Actional Atomic-Concept Learning for Demystifying Vision-Language Navigation

Authors: Bingqian Lin, Yi Zhu, Xiaodan Liang, Liang Lin, Jianzhuang Liu

AAAI 2023 | Conference PDF | Archive PDF | Plain Text | LLM Run Details

Reproducibility Variable Result LLM Response
Research Type Experimental We conduct experiments on several popular VLN benchmarks... Experimental results show that our AACL outperforms the state-of-the-art approaches on all benchmarks.
Researcher Affiliation Collaboration 1Shenzhen Campus of Sun Yat-sen University, Shenzhen 2Huawei Noah s Ark Lab 3Peng Cheng Laboratory 4Sun Yat-sen University
Pseudocode No The paper describes the proposed method in detail through text and figures, but does not include structured pseudocode or algorithm blocks.
Open Source Code Yes Code will be available at https://gitee.com/mindspore/models/tree/master/ research/cv/VLN-AACL.
Open Datasets Yes We evaluate AACL on several popular VLN benchmarks with both fine-grained instructions (R2R (Anderson et al. 2018)) and high-level instructions (REVERIE (Qi et al. 2020) and R2R-Last (Chen et al. 2021)).
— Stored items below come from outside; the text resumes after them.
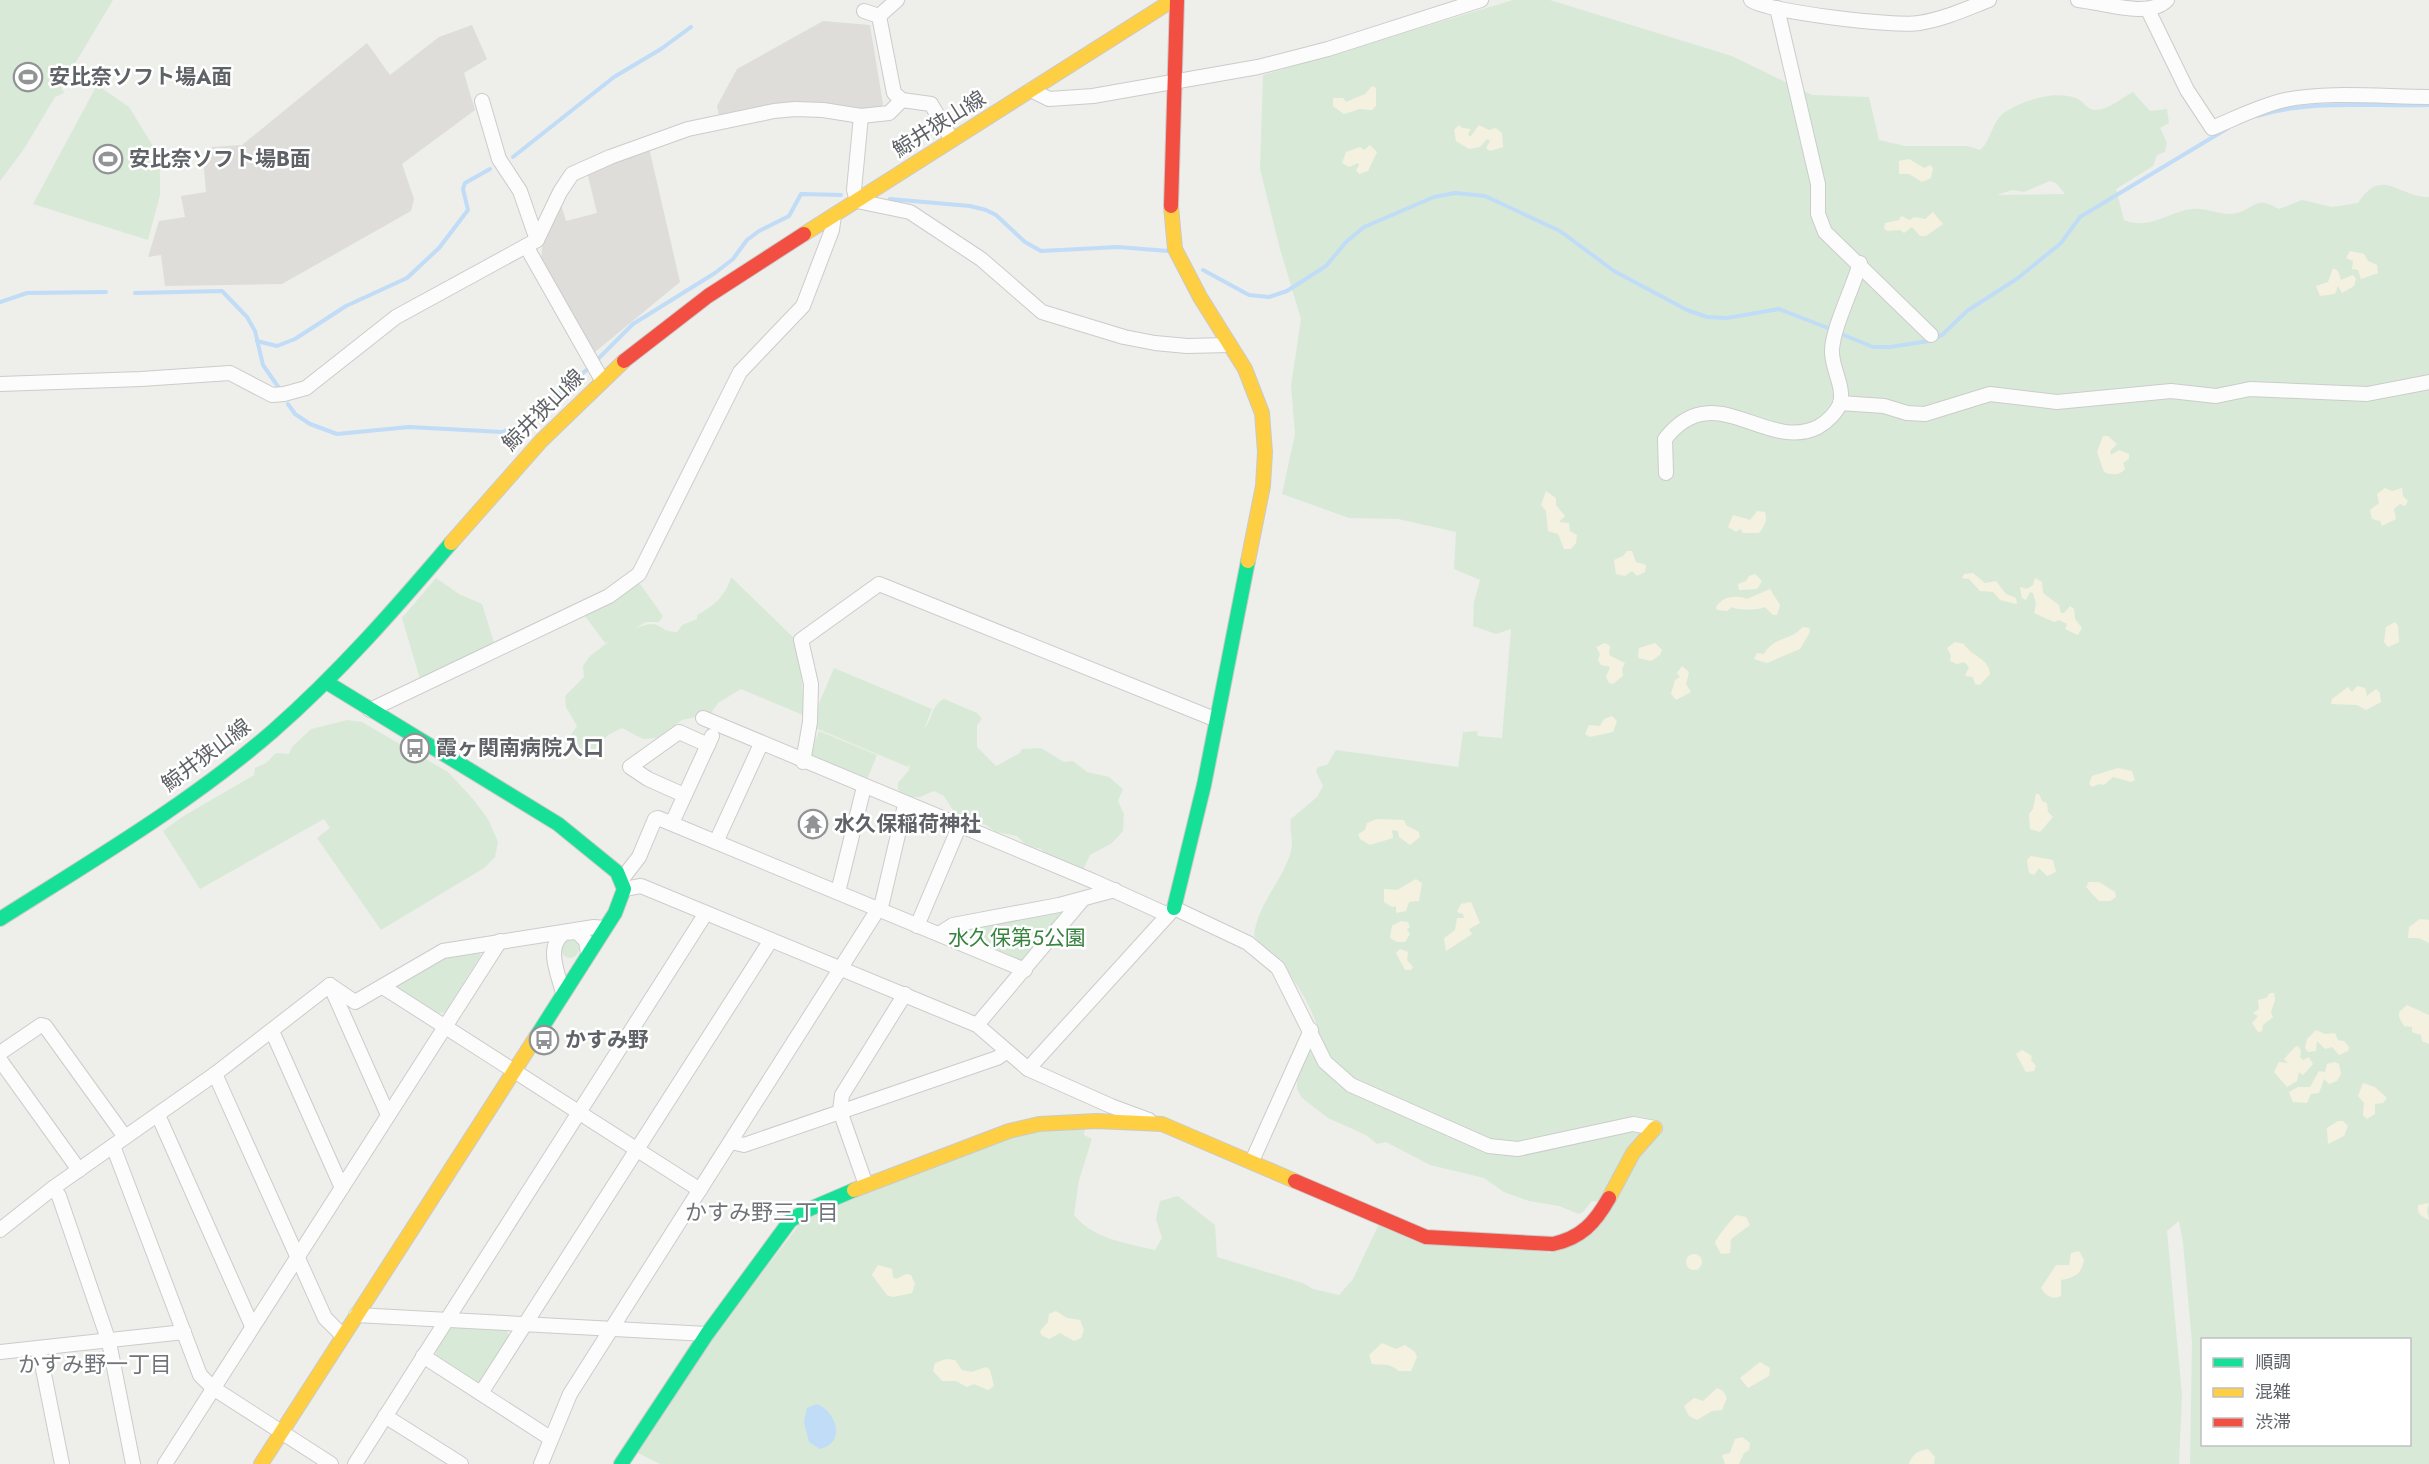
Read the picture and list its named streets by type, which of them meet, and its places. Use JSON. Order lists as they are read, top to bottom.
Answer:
{
  "streets": {
    "street": ["鯨井狭山線"]
  },
  "districts": ["かすみ野三丁目", "かすみ野一丁目"],
  "parks": ["水久保第５公園"],
  "places": {
    "sports": ["安比奈ソフト場A面", "安比奈ソフト場B面"],
    "bus stop": ["霞ヶ関南病院入口", "かすみ野"],
    "temple": ["水久保稲荷神社"]
  },
  "legend": ["順調", "混雑", "渋滞"]
}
Dataset Splits Yes The dataset is split into train, val seen, val unseen, and test unseen sets with 61, 56, 11, and 18 scenes, respectively.
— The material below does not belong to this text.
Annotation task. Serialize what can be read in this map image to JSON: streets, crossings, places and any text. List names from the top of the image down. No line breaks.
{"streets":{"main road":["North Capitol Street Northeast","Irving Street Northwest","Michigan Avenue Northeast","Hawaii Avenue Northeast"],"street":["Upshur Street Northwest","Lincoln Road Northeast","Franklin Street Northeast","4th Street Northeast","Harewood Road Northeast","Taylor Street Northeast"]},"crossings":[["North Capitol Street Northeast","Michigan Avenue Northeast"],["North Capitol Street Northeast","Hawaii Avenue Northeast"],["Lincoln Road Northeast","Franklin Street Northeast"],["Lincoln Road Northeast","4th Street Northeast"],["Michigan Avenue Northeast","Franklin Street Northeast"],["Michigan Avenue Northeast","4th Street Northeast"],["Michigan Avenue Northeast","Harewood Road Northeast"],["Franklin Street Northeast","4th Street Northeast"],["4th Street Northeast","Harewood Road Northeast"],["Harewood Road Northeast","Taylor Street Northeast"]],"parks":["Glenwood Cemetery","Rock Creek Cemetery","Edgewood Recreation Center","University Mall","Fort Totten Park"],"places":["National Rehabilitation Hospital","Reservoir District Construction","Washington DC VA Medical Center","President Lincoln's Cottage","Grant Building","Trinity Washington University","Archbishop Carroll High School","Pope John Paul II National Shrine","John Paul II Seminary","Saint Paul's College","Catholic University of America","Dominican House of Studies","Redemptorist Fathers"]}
Hardware Specification No The paper mentions implementing the model using 'Mind Spore Lite tool' and acknowledges 'Ascend AI Processor', but does not provide specific details about the hardware (e.g., GPU models, CPU types, memory) used for running the experiments.
Software Dependencies No The paper states, 'We implement our model using the Mind Spore Lite tool2', but does not provide specific version numbers for Mind Spore or any other software dependencies.
Experiment Setup Yes The batch size is set to 8, 8, 4 on R2R, R2R-Last, and REVERIE, respectively. The temperature parameter τ is set to 0.5. The loss weight λ1 is set to 0.2 on all datasets, and the loss weight λ2 is set to 1, 1, and 0.01 on R2R, REVERIE, and R2R-Last, respectively. The residual ratio in Eq. 10 is set to 0.8 empirically. During object concept mapping, we remain top 5 object predictions for each observation. The learning rate of the concept refining adapter is set to 0.1.